7. For those short on time: See the attractions, even on Christmas Day

historic building covered in christmas lights, vienna
Many of Vienna's attractions are open on Christmas and New Year's Day.Bildquelle: Burben / Shutterstock

The best time for sightseeing without lines.

Lines for Vienna's most popular attractions are common, especially in summer and the lead-up to Christmas. But one of the best Vienna holiday travel tips is that many attractions remain open over Christmas Day and New Year's Day, including Schönbrunn Palace, the Albertina, and the Jewish Museum. You can even find guides willing to give tours on Christmas Eve and Christmas Day, a great opportunity to help you make the most of your time sightseeing. Just make sure to check the holiday hours of these attractions, as some close earlier than usual on certain dates.

8. For the faithful: Enjoy religious services in Vienna over Christmas

christmas sculptures in vienna
There's no shortage of churches holding Christmas services in Vienna.Bildquelle: Pandora Pictures / Shutterstock

A chance to worship in centuries-old churches.

The religious aspect of Christmas is alive and well in Vienna and Austria, so you won’t have much trouble finding religious services in Vienna around the holidays. As you don’t mind experiencing mass in German, you can attend Christmas Eve services across the many churches of different denominations around Vienna’s historical center.

9. For the families: Discover family-friendly Christmas activities in Vienna

christmas lights on vienna street
Kids and adults alike will have plenty to do in Vienna over Christmas.Bildquelle: omihay / Shutterstock

There’s plenty to keep the little ones entertained.

Christmas markets in Vienna do a great job of making a holiday visit to the city suitable for the whole family, from serving alcohol-free punch to creating play areas such as the hay-filled one at the Karlsplatz Christmas market. But the Vienna Prater Park is another excellent hub for family-friendly activities for your Vienna Christmas visit.

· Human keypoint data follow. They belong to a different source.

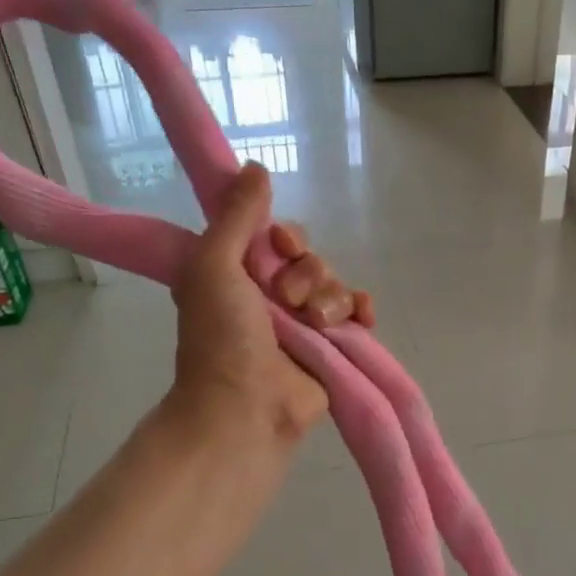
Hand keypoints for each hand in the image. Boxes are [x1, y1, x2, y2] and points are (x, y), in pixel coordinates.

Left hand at [169, 162, 373, 443]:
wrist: (246, 408)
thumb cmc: (221, 338)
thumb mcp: (213, 265)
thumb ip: (235, 216)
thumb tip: (256, 167)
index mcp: (238, 276)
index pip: (275, 237)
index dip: (284, 238)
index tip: (280, 247)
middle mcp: (270, 297)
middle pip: (310, 259)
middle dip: (306, 274)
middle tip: (287, 301)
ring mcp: (303, 324)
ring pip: (335, 285)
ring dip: (329, 299)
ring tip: (313, 326)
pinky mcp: (331, 348)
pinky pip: (357, 313)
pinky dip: (362, 311)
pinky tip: (362, 318)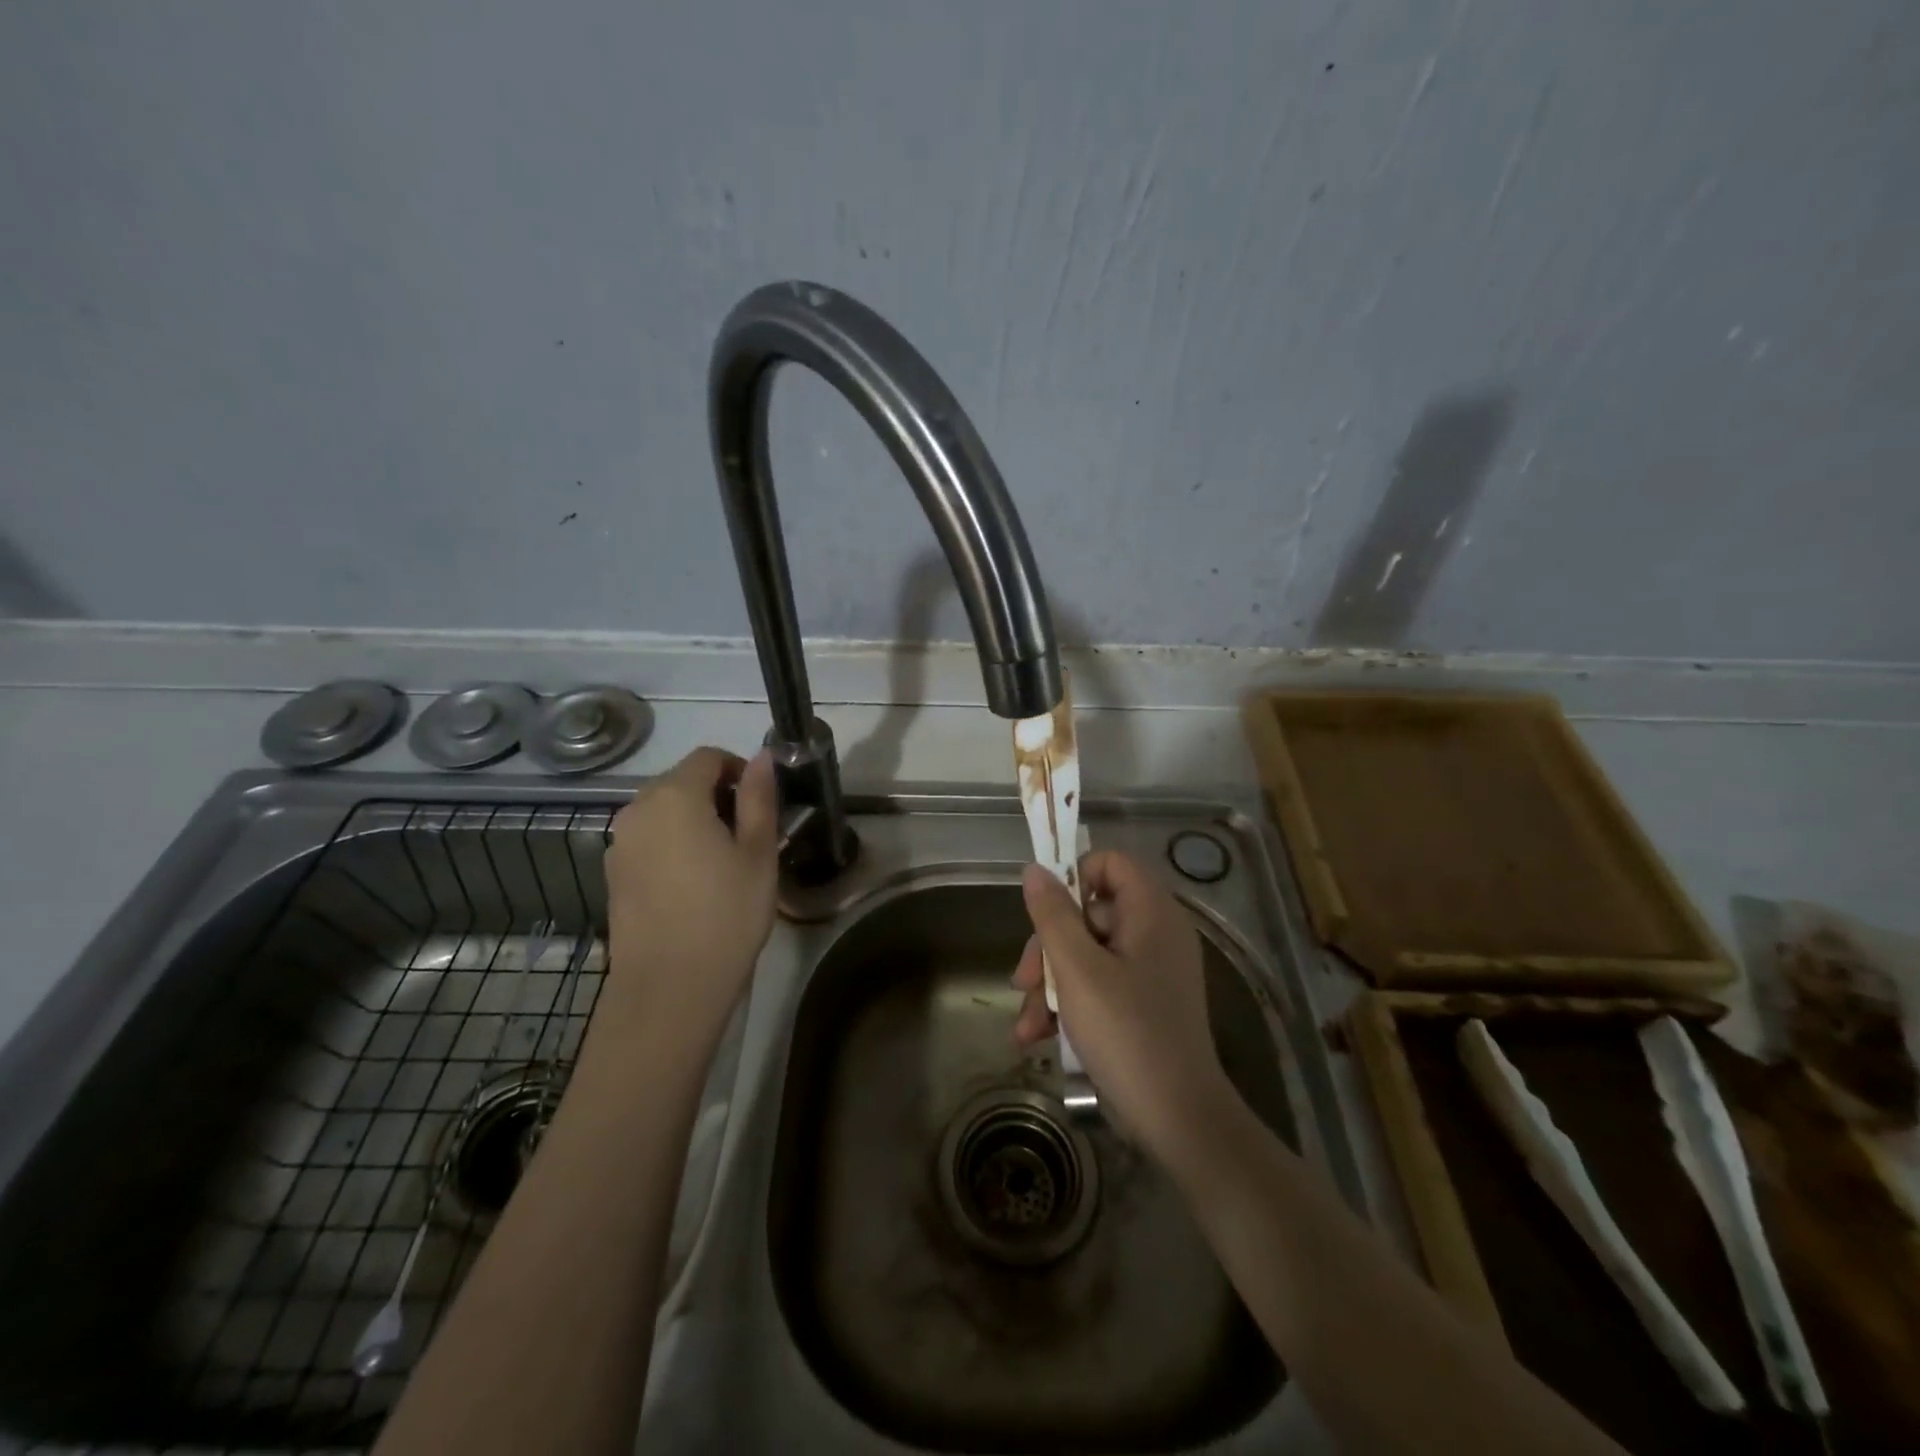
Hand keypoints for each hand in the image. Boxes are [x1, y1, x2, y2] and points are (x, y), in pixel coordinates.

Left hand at [597, 747, 779, 1054]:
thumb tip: (761, 757)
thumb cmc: (726, 914)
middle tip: (749, 834)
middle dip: (717, 795)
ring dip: (694, 820)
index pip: (708, 757)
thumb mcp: (758, 853)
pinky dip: (673, 844)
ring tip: (723, 861)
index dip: (739, 770)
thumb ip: (759, 797)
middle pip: (681, 781)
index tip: (761, 803)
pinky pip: (648, 840)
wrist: (669, 988)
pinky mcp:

The park’s attractions, its iconic Ferris wheel, and Madame Tussauds Vienna all remain open during the festive season.

10. For the shoppers: Find items from souvenirs to vintage antiques

ornament stall at christmas market
Partake in a little retail therapy at the Christmas markets.Bildquelle: Sumit.Kumar.99 / Shuttersock

Filling your suitcase won’t be a problem.

If you have souvenirs or gift-giving on your mind, you’re spoiled for choice in Vienna at the end of the year. The many Christmas markets around the city (that later turn into New Year’s Markets) offer some of the best holiday shopping in Vienna. Head there to pick up adorable trinkets and special handicrafts if you’re coming for Christmas or New Year's Eve celebrations in Vienna. Of course, shopping spots such as Naschmarkt and Mariahilfer Strasse offer less seasonal shopping—and you may end up getting some post-holiday sale finds.